**Exercise prompt**
Below are entries to reproduce exactly, apart from their pictures.

**Dataset entries**
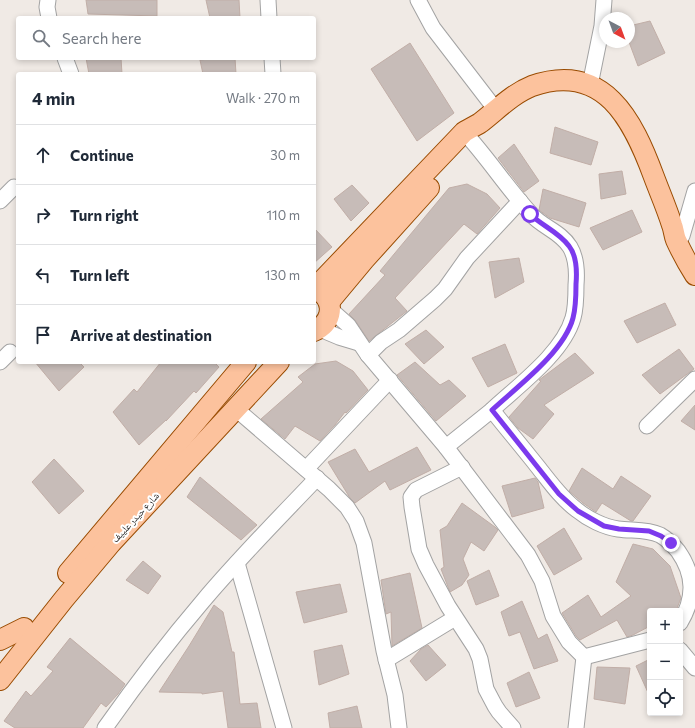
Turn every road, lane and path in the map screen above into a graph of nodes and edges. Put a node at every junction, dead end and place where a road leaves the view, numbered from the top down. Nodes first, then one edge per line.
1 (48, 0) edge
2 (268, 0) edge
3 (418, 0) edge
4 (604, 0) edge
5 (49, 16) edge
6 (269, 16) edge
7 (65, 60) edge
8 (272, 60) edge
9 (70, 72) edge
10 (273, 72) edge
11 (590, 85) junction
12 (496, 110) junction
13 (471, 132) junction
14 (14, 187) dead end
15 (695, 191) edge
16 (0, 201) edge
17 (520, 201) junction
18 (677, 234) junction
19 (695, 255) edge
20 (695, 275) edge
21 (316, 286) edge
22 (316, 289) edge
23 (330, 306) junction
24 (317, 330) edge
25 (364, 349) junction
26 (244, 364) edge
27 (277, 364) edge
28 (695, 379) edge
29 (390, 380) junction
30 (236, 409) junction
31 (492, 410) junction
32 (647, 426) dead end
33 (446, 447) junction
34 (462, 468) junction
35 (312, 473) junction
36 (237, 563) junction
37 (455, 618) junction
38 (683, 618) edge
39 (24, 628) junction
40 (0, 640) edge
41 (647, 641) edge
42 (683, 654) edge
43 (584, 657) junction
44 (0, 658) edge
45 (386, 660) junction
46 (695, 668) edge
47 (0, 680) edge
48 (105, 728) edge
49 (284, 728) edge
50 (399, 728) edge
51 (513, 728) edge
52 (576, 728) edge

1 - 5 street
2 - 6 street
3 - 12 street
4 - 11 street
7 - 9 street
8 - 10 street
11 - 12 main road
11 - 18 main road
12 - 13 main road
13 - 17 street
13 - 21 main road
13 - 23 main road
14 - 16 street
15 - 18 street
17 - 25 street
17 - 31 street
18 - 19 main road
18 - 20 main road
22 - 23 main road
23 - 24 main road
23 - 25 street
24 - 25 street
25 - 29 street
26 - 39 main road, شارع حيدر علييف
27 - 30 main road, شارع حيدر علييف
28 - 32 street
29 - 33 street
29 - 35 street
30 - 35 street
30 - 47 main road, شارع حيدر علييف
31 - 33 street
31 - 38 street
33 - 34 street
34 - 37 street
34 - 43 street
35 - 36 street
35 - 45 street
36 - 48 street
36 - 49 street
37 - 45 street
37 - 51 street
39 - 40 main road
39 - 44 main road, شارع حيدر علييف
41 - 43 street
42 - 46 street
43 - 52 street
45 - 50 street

**Response area**
Turn every road, lane and path in the map screen above into a graph of nodes and edges. Put a node at every junction, dead end and place where a road leaves the view, numbered from the top down. Nodes first, then one edge per line.
1 (48, 0) edge
2 (268, 0) edge
3 (418, 0) edge
4 (604, 0) edge
5 (49, 16) edge
6 (269, 16) edge
7 (65, 60) edge
8 (272, 60) edge
9 (70, 72) edge
10 (273, 72) edge
11 (590, 85) junction
12 (496, 110) junction
13 (471, 132) junction
14 (14, 187) dead end
15 (695, 191) edge
16 (0, 201) edge
17 (520, 201) junction
18 (677, 234) junction
19 (695, 255) edge
20 (695, 275) edge
21 (316, 286) edge
22 (316, 289) edge
23 (330, 306) junction
24 (317, 330) edge
25 (364, 349) junction
26 (244, 364) edge
27 (277, 364) edge
28 (695, 379) edge
29 (390, 380) junction
30 (236, 409) junction
31 (492, 410) junction
32 (647, 426) dead end
33 (446, 447) junction
34 (462, 468) junction
35 (312, 473) junction
36 (237, 563) junction
37 (455, 618) junction
38 (683, 618) edge
39 (24, 628) junction
40 (0, 640) edge
41 (647, 641) edge
42 (683, 654) edge
43 (584, 657) junction
44 (0, 658) edge
45 (386, 660) junction
46 (695, 668) edge
47 (0, 680) edge
48 (105, 728) edge
49 (284, 728) edge
50 (399, 728) edge
51 (513, 728) edge
52 (576, 728) edge

1 - 5 street
2 - 6 street
3 - 12 street
4 - 11 street
7 - 9 street
8 - 10 street
11 - 12 main road
11 - 18 main road
12 - 13 main road
13 - 17 street
13 - 21 main road
13 - 23 main road
14 - 16 street
15 - 18 street
17 - 25 street
17 - 31 street
18 - 19 main road
18 - 20 main road
22 - 23 main road
23 - 24 main road
23 - 25 street
24 - 25 street
25 - 29 street
26 - 39 main road, شارع حيدر علييف
27 - 30 main road, شارع حيدر علييف
28 - 32 street
29 - 33 street
29 - 35 street
30 - 35 street
30 - 47 main road, شارع حيدر علييف
31 - 33 street
31 - 38 street
33 - 34 street
34 - 37 street
34 - 43 street
35 - 36 street
35 - 45 street
36 - 48 street
36 - 49 street
37 - 45 street
37 - 51 street
39 - 40 main road
39 - 44 main road, شارع حيدر علييف
41 - 43 street
42 - 46 street
43 - 52 street
45 - 50 street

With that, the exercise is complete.